WHAT YOU ARE ASKED TO DO: Leave every picture out and print exactly the lines that run from the one containing "ring tip: (257, 181)" to the end of the listing.

....

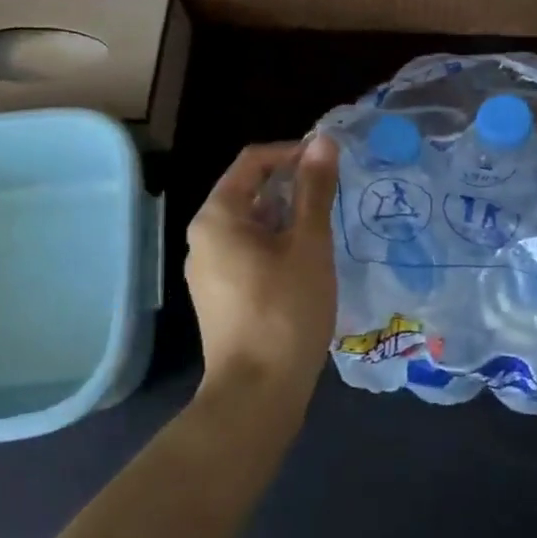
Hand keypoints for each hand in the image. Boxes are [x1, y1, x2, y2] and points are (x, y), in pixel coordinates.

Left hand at [185, 137, 339, 415]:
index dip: (291, 153)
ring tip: (325, 225)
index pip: (253, 161)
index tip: (328, 162)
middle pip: (250, 191)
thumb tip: (322, 141)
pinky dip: (276, 244)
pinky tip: (307, 261)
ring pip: (251, 224)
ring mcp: (208, 269)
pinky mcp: (219, 296)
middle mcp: (204, 237)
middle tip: (332, 193)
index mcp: (217, 216)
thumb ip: (315, 189)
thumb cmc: (284, 310)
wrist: (255, 396)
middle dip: (292, 186)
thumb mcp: (308, 243)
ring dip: (287, 216)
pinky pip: (248, 252)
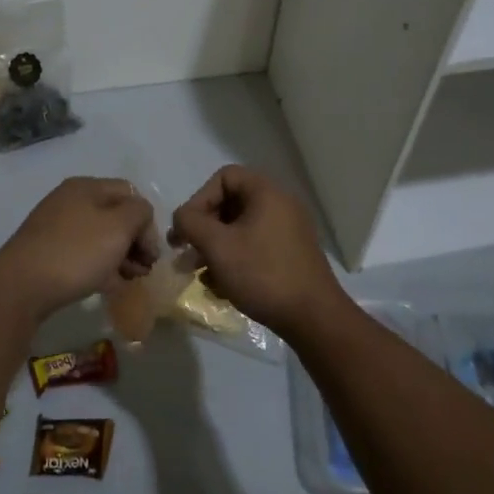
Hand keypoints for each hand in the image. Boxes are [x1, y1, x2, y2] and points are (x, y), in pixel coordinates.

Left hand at [0, 177, 158, 320]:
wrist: (20, 287)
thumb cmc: (76, 252)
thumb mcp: (119, 226)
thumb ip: (139, 213)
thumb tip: (140, 217)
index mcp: (86, 187)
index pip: (130, 194)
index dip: (147, 222)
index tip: (151, 253)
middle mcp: (69, 201)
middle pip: (115, 216)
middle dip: (135, 242)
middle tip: (143, 270)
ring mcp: (56, 228)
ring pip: (100, 238)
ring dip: (120, 257)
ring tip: (129, 281)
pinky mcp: (47, 253)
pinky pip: (83, 255)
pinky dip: (100, 267)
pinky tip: (108, 286)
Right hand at [169, 165, 342, 335]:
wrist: (312, 317)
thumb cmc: (262, 273)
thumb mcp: (217, 246)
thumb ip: (191, 223)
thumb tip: (181, 217)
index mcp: (267, 193)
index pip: (224, 177)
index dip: (199, 198)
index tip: (187, 229)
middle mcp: (281, 205)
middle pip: (231, 203)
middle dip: (203, 228)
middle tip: (185, 253)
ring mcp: (288, 231)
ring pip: (240, 229)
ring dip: (215, 247)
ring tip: (198, 274)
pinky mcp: (291, 255)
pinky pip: (254, 246)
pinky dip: (234, 259)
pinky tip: (221, 286)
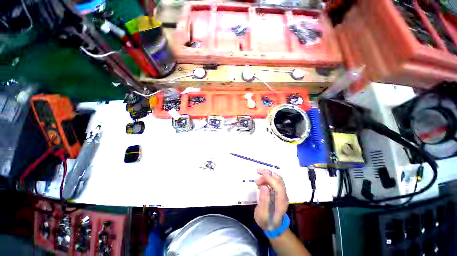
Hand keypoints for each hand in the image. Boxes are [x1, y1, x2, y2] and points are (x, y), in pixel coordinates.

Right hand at [254, 169, 287, 230]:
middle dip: (267, 174)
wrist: (273, 228)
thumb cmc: (266, 222)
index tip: (258, 172)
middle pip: (277, 180)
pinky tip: (260, 183)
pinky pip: (274, 183)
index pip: (277, 184)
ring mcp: (281, 194)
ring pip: (276, 180)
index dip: (268, 176)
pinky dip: (267, 180)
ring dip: (266, 177)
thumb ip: (263, 201)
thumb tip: (263, 186)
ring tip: (257, 181)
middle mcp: (283, 195)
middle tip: (257, 172)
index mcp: (280, 200)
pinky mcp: (278, 193)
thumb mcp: (262, 214)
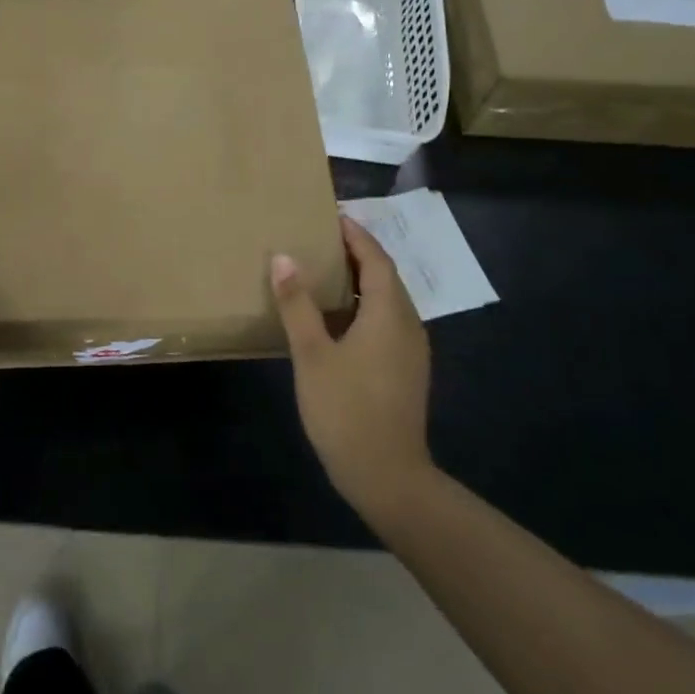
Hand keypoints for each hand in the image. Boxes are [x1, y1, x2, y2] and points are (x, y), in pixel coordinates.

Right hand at [271, 216, 434, 528]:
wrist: (387, 476)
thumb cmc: (346, 410)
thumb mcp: (312, 354)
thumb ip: (298, 304)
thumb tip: (284, 257)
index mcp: (388, 313)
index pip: (376, 259)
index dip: (356, 235)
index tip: (331, 217)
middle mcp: (407, 324)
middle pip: (385, 276)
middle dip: (357, 254)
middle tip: (320, 240)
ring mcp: (410, 350)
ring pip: (387, 300)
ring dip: (360, 281)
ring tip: (323, 272)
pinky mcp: (405, 370)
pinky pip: (386, 321)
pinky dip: (363, 306)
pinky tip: (336, 319)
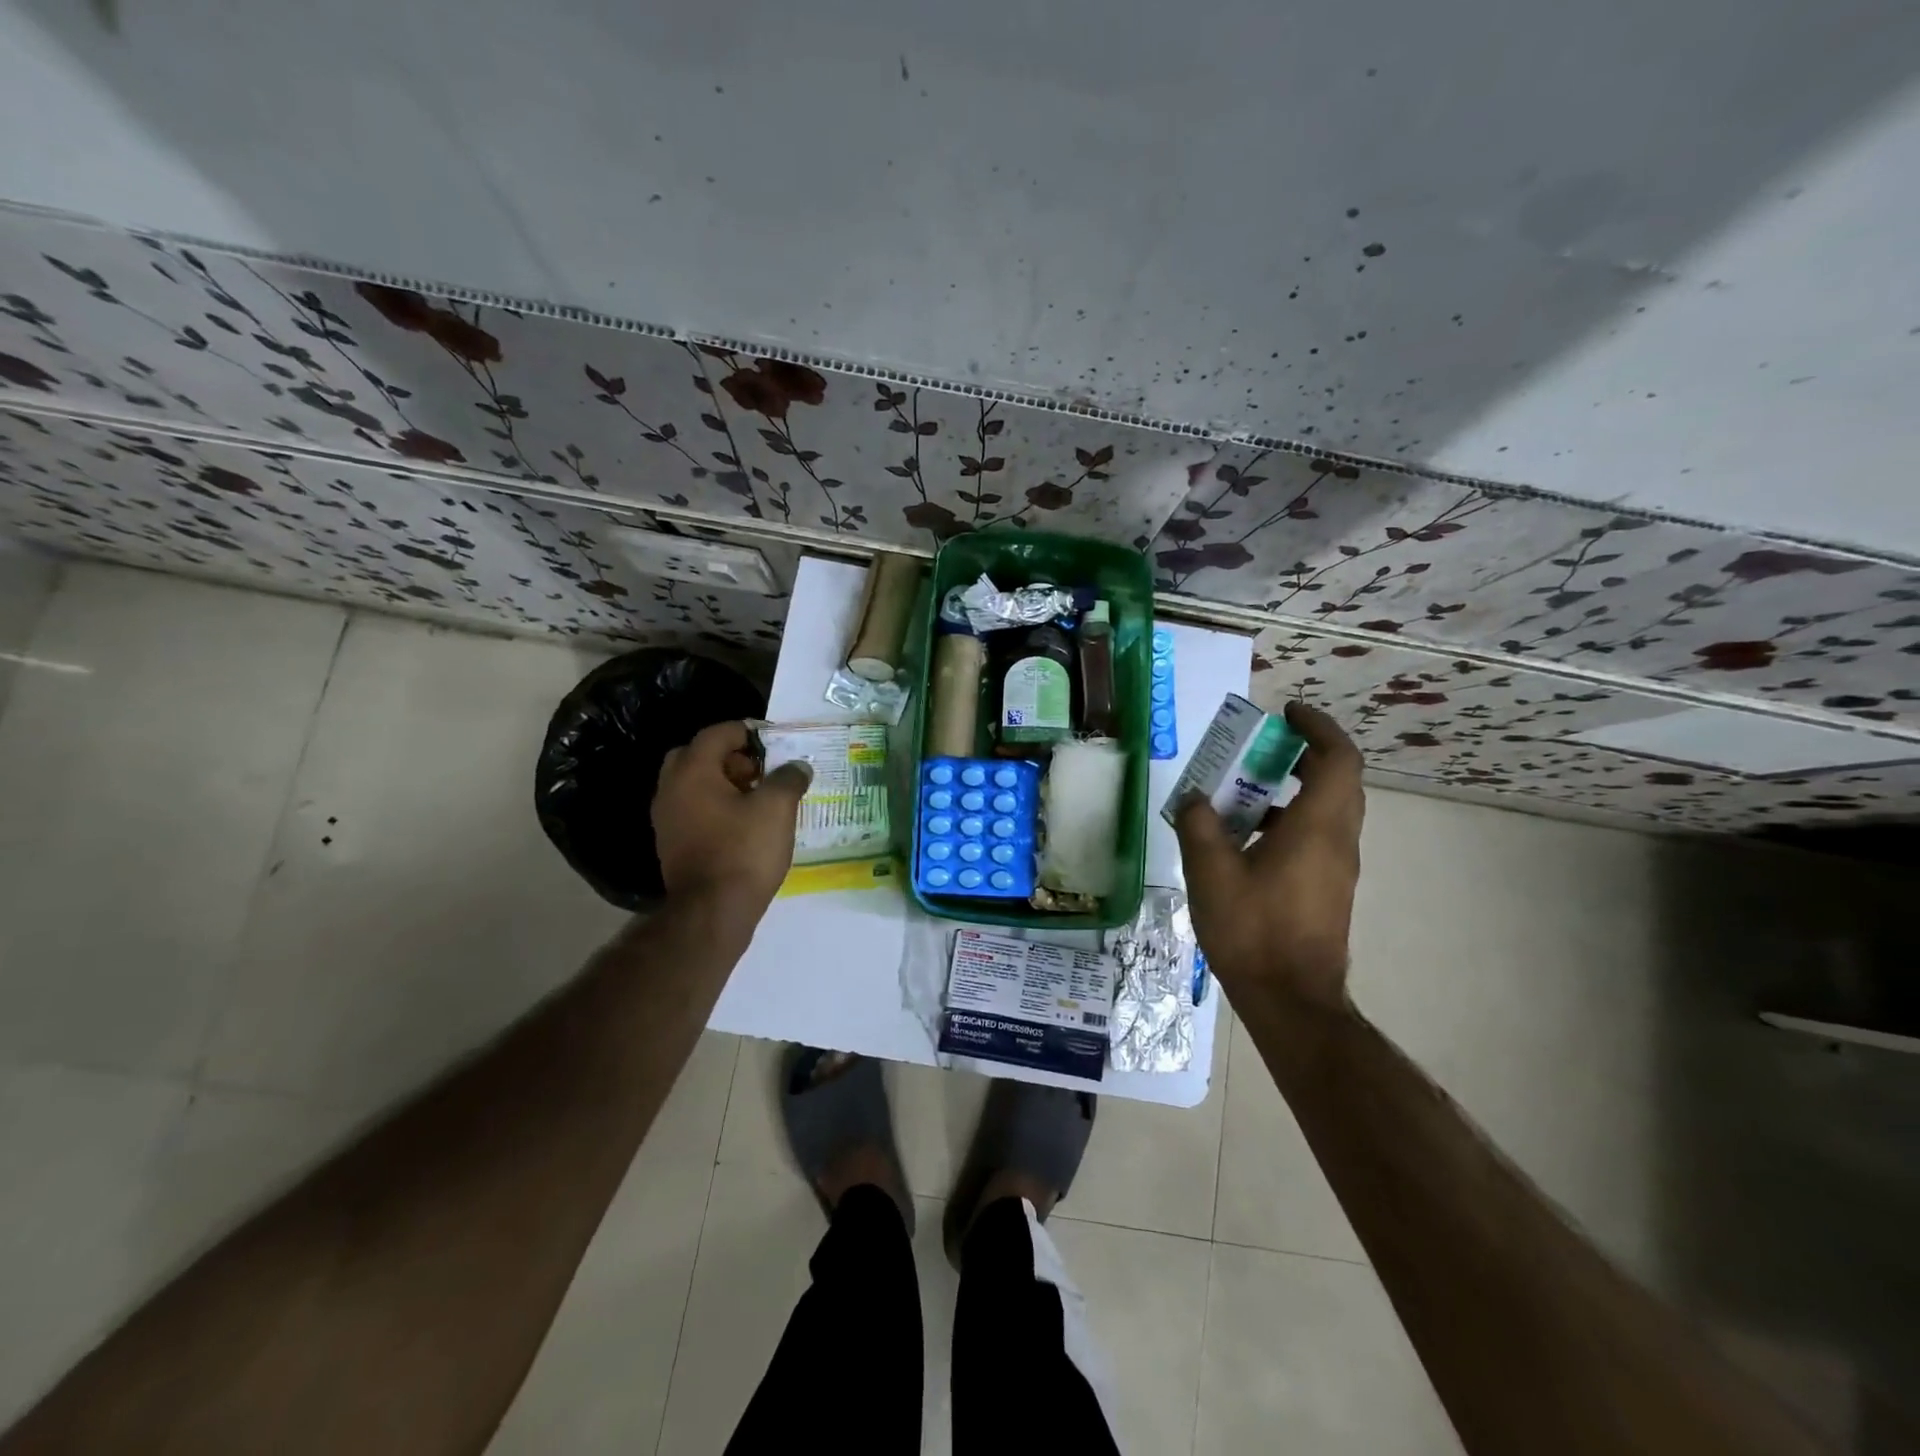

....

EXERCISE ANSWER:
ring tip: (257, 181)
middle mcp: (283, 195)
middle tip: (257, 172)
index mcp: (280, 200)
pinky mcp: (278, 193)
thumb mcp: (262, 214)
Hand keypoints for each hand in the image. Boxes are [x1, y1, x2, y2] and points are (x, y), in pixel coordinates.

Right hand at [271, 216, 434, 528]:
wrist: (387, 476)
thumb cmc: (346, 410)
thumb mcp: (312, 354)
thumb ip: (298, 304)
thumb tip: (284, 257)
index mcp: (388, 313)
index pip: (376, 259)
index dip: (356, 235)
index tip: (331, 217)
middle mcp: (407, 324)
middle pip: (385, 276)
middle dip: (357, 254)
middle tip: (320, 240)
ring mcp: (410, 350)
ring pip: (387, 300)
ring dip: (360, 281)
ring tip: (323, 272)
pinky mcp: (405, 370)
pinky pip: (386, 321)
pinky dip: (363, 306)
pinky tip: (336, 319)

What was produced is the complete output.